Hi, I'm Josh! I'm a soon-to-be Masters graduate of the University of Bonn, where I study mathematics and computer science. The themes of my research interests center around making computers “understand” the human processes of logic and language well enough, so that they can be used to automate and augment such processes for the good of society.
My work has involved both the pure and the applied. Most recently I have been working on type theory and automated theorem proving, implementing a working version of homotopy type theory inside the interactive proof assistant Isabelle. Homotopy type theory is a recent approach to extending intuitionistic type theory that is able to natively encode important mathematical concepts such as “isomorphism-as-equality” and structures such as fundamental groups. Its promise lies in its potential to provide a highly mechanizable alternative foundation for large portions of mathematics, and much current research is focused on questions of how to automatically check and prove mathematical statements encoded inside it. I developed the Isabelle/HoTT object logic as a first attempt to bring support for homotopy type theory to the Isabelle prover.
I also worked in data mining and natural language processing at the Fraunhofer Institute for Intelligent Analysis and Information Systems, where I used probabilistic machine learning models to automatically detect topics in tweet corpora and classify tweets accordingly.
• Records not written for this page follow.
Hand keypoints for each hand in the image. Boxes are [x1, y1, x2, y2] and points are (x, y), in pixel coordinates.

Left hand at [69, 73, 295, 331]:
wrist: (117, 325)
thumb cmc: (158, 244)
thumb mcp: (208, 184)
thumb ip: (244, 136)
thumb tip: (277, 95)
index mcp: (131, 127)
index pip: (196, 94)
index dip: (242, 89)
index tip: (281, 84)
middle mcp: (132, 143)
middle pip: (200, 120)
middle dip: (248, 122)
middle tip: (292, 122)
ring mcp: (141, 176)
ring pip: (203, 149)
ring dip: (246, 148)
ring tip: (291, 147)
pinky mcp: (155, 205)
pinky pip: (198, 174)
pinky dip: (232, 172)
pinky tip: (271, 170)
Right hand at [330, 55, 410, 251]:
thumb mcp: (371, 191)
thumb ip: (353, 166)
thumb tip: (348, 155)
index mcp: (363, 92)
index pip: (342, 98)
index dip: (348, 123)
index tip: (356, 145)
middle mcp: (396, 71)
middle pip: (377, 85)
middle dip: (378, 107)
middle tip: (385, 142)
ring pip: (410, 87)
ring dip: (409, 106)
It is well-known that posts on public social media frequently reflect events occurring in the vicinity of the post location, in near real-time. By automatically detecting and classifying such posts, we can quickly identify issues which may be of relevance to law enforcement or emergency and rescue services in much less time than would otherwise be needed by more traditional channels of information. My work in this area was part of the E2mC Project, a pilot project that aims to use social media to enhance the European Union's emergency and natural disaster response service.
Some other areas in which I am particularly interested are applications of AI to automated fact-checking, as well as the theory of quantum computation. Previously, I studied at the Australian National University Mathematical Sciences Institute, writing my Bachelors thesis in category theory and quantum algebra, applied to low-dimensional topological invariants.